→ **Assignment**
Which lines below hold the word "nodes"? Copy all of them.

>>>>>

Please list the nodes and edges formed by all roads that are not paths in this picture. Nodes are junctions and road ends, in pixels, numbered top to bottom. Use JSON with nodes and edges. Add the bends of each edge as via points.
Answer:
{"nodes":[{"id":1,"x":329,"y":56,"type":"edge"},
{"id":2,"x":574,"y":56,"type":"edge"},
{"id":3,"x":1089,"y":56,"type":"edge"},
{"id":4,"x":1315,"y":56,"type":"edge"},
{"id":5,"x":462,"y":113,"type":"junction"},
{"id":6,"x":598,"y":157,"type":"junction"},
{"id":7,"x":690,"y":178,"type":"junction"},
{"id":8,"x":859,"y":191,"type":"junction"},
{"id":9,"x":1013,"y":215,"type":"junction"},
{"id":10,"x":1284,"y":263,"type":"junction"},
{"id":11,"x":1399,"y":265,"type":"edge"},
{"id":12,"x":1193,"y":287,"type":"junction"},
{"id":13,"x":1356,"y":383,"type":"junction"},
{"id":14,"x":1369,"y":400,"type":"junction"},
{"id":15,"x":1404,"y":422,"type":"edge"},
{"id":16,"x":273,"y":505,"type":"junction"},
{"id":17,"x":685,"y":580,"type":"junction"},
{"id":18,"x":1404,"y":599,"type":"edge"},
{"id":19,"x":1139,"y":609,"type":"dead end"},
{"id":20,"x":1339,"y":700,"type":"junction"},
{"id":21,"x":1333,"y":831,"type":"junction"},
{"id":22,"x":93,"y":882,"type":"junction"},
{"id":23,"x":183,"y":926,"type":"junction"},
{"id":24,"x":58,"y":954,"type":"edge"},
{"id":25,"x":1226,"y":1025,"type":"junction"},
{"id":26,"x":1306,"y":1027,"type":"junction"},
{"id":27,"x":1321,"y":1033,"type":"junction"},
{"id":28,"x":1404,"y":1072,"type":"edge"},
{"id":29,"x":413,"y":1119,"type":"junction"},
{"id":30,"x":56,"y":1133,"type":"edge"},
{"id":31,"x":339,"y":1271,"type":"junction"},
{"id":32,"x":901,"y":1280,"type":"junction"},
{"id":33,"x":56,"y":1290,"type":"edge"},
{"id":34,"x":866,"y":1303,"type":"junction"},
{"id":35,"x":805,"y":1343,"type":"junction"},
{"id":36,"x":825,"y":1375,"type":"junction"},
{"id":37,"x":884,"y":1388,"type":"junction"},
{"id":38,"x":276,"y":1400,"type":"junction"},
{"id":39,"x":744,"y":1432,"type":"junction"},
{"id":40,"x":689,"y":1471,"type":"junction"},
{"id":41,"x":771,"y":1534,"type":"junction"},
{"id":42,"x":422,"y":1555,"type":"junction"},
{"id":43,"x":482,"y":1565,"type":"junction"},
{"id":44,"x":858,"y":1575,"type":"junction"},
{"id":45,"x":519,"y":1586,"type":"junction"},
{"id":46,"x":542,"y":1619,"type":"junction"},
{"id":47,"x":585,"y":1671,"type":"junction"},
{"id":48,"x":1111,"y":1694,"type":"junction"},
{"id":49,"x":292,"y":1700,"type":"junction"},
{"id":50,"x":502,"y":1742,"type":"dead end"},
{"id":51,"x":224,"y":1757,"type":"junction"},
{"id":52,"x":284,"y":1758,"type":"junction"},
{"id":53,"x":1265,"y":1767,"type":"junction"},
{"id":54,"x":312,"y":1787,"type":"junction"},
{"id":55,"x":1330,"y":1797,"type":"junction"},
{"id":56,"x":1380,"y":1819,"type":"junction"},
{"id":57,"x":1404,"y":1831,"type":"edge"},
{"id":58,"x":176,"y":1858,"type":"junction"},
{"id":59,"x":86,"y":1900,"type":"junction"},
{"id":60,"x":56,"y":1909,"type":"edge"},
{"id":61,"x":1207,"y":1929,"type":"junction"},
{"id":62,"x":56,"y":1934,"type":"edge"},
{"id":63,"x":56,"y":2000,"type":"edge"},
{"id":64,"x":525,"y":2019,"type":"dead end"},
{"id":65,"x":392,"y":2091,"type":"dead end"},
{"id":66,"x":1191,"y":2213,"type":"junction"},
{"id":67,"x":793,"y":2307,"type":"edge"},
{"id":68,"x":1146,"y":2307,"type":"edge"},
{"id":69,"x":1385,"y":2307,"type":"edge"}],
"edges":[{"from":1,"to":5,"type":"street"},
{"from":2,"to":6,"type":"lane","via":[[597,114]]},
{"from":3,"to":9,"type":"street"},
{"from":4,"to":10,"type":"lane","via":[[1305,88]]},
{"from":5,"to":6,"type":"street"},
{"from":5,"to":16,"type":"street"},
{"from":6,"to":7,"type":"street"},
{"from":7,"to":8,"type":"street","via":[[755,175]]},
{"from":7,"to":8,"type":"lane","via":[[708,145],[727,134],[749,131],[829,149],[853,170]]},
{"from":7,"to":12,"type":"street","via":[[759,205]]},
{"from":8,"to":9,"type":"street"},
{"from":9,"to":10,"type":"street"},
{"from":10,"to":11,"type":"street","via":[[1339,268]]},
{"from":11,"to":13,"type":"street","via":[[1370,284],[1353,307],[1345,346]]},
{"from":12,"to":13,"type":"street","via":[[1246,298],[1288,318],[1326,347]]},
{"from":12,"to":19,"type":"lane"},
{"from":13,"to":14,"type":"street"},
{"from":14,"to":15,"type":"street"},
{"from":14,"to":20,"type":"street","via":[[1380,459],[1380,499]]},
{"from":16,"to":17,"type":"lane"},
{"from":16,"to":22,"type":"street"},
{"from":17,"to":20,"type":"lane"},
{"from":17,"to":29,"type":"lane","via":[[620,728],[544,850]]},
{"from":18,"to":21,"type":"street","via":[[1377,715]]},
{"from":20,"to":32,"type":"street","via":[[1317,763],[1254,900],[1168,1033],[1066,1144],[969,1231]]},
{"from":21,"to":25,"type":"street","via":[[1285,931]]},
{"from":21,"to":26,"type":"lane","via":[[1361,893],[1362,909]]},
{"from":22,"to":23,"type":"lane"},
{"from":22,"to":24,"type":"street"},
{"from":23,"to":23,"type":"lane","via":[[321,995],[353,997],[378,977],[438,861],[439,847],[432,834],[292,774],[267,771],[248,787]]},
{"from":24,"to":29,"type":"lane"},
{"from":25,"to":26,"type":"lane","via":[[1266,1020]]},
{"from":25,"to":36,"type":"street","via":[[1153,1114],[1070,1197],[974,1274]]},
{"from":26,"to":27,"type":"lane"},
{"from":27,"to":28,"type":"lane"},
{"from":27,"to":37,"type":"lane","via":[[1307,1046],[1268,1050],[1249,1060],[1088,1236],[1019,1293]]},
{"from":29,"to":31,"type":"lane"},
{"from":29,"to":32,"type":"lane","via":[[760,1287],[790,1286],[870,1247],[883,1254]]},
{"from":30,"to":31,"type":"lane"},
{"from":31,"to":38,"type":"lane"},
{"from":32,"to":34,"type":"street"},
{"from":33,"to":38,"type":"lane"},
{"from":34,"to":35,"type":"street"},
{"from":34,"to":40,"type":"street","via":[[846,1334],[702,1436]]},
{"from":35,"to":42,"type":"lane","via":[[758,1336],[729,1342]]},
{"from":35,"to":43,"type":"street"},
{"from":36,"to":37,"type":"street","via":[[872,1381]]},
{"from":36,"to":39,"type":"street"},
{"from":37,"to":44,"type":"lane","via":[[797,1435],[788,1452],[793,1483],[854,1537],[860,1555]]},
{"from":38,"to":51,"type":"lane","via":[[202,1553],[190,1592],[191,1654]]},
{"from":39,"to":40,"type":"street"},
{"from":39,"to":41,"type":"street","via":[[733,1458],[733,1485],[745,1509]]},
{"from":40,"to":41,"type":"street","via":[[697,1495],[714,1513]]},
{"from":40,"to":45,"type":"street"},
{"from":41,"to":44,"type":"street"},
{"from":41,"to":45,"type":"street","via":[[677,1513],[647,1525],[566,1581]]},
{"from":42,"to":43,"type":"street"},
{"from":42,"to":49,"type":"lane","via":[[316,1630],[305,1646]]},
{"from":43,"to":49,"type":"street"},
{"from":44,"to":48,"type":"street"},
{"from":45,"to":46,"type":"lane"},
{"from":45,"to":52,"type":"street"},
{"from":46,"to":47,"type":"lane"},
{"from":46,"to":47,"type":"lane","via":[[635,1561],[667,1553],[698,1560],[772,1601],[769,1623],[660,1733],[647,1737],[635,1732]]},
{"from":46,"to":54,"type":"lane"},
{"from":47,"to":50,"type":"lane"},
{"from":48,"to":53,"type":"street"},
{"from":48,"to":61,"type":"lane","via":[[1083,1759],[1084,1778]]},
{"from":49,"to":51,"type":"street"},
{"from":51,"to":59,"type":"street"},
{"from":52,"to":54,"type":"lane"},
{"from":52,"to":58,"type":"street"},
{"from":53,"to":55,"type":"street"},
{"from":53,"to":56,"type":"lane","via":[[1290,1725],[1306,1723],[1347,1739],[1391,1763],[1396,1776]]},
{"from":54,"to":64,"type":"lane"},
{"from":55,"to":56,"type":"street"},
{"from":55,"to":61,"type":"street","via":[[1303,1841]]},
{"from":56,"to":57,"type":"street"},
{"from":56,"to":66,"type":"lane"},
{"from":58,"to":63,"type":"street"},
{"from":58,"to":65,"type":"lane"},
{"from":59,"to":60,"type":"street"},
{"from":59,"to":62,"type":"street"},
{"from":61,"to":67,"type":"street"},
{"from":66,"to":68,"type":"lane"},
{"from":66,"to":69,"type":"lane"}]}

<<<<<

→ **Exercise output**
Please list the nodes and edges formed by all roads that are not paths in this picture. Nodes are junctions and road ends, in pixels, numbered top to bottom. Use JSON with nodes and edges. Add the bends of each edge as via points.
{"nodes":[{"id":1,"x":329,"y":56,"type":"edge"},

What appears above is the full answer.